One year later: some single server systems that tackle big data
BI company SiSense won the Strata Startup Showcase audience award with Prism – a 64-bit software system that can handle a terabyte of data on a machine with only 8GB of RAM. Prism2 relies on disk for storage, moves data to memory when needed, and also takes advantage of the CPU (L1/L2/L3 cache). It also comes with a column store and visualization tools that lets it easily scale to a hundred terabytes.
Late last year I wrote about GraphChi, a graph processing system that can process graphs with billions of edges with a laptop. It uses a technique called parallel sliding windows to process edges efficiently from disk. GraphChi is part of GraphLab, an open source project that comes with toolkits for collaborative filtering3, topic models, and graph processing.

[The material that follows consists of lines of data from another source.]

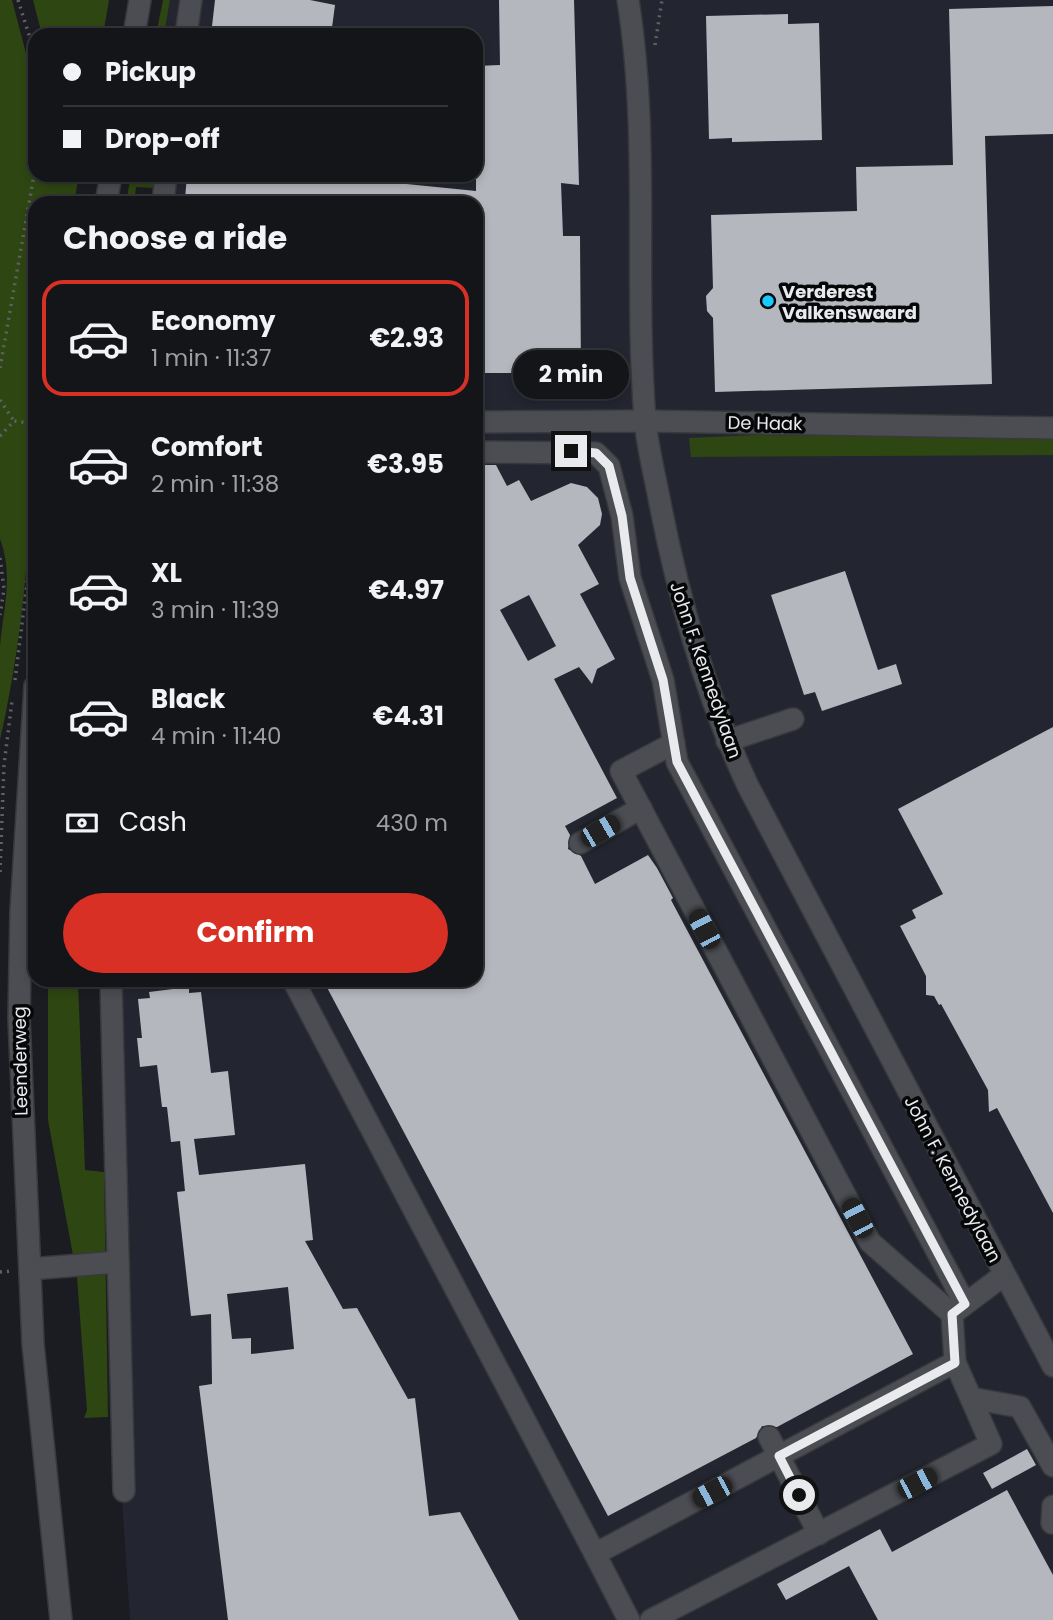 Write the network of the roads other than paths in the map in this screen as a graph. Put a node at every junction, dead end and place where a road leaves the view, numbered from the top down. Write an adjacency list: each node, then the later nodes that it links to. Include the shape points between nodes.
1 (140, 0): 6 (street)
2 (191, 0): 7 (street)
3 (628, 0): 5 (street, John F. Kennedylaan)
4 (640, 0): 5 (street, John F. Kennedylaan)
5 (632, 25): 8 (street, John F. Kennedylaan)
6 (135, 28)
7 (187, 28)
8 (645, 421): 9 (street, De Haak); 10 (street, De Haak); 13 (street, John F. Kennedylaan, via 673,573)
9 (483, 422)
10 (1053, 428)
11 (483, 452): 14 (street, via 596,453 609,466 622,516 630,578 663,680)
12 (793, 719): 13 (street)
13 (727, 741): 22 (street, John F. Kennedylaan)
14 (674, 743): 16 (street, via 621,771); 23 (street, via 677,762)
15 (28, 799): 21 (street, Leenderweg, via 19,1018)
16 (641, 808): 17 (street); 23 (street, via 870,1242)
17 (580, 843)
18 (111, 987): 20 (street)
19 (297, 987): 32 (street)
20 (118, 1262): 21 (street); 30 (street)
21 (30, 1269): 33 (street, Leenderweg, via 39,1423)
22 (1004, 1275): 23 (street); 25 (street, John F. Kennedylaan)
23 (959, 1309): 24 (street)
24 (955, 1363): 26 (street); 28 (street)
25 (1053, 1366)
26 (971, 1398): 29 (street, via 1020,1407); 31 (street, via 991,1444)
27 (769, 1437): 28 (street)
28 (779, 1456): 31 (street); 32 (street)
29 (1053, 1466)
30 (124, 1491)
31 (819, 1534): 35 (street)
32 (595, 1554): 34 (street)
33 (61, 1620)
34 (629, 1620)
35 (651, 1620)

Cassovary is an open source, graph processing system from Twitter. It’s designed to tackle graphs that fit in the memory of a single machine – nevertheless its creators believe that the use of space efficient data structures makes it a viable system for “most practical graphs”. In fact it already powers a system familiar to most Twitter users: WTF (who to follow) is a recommendation service that suggests users with shared interests and common connections.
Next-gen SSD’s: narrowing the gap between main memory and storage
GraphChi and SiSense scale to large data sets by using disk as primary storage. They speed up performance using techniques that rely on hardware optimization (SiSense) or sliding windows (GraphChi). As part of our investigation into in-memory data management systems, the potential of next-generation SSD’s has come to our attention. If they live up to the promise of having speeds close to main memory, many more single-server systems for processing and analyzing big data will emerge.
(1) SAP blog post: “Even with rapid growth of data, 95% of enterprises use between 0.5TB – 40 TB of data today.”
(2) Prism uses a hierarchy: Accessing data from CPU is faster compared to main memory, which in turn is faster than accessing it from disk.
(3) GraphLab’s well-regarded collaborative filtering library has been ported to GraphChi.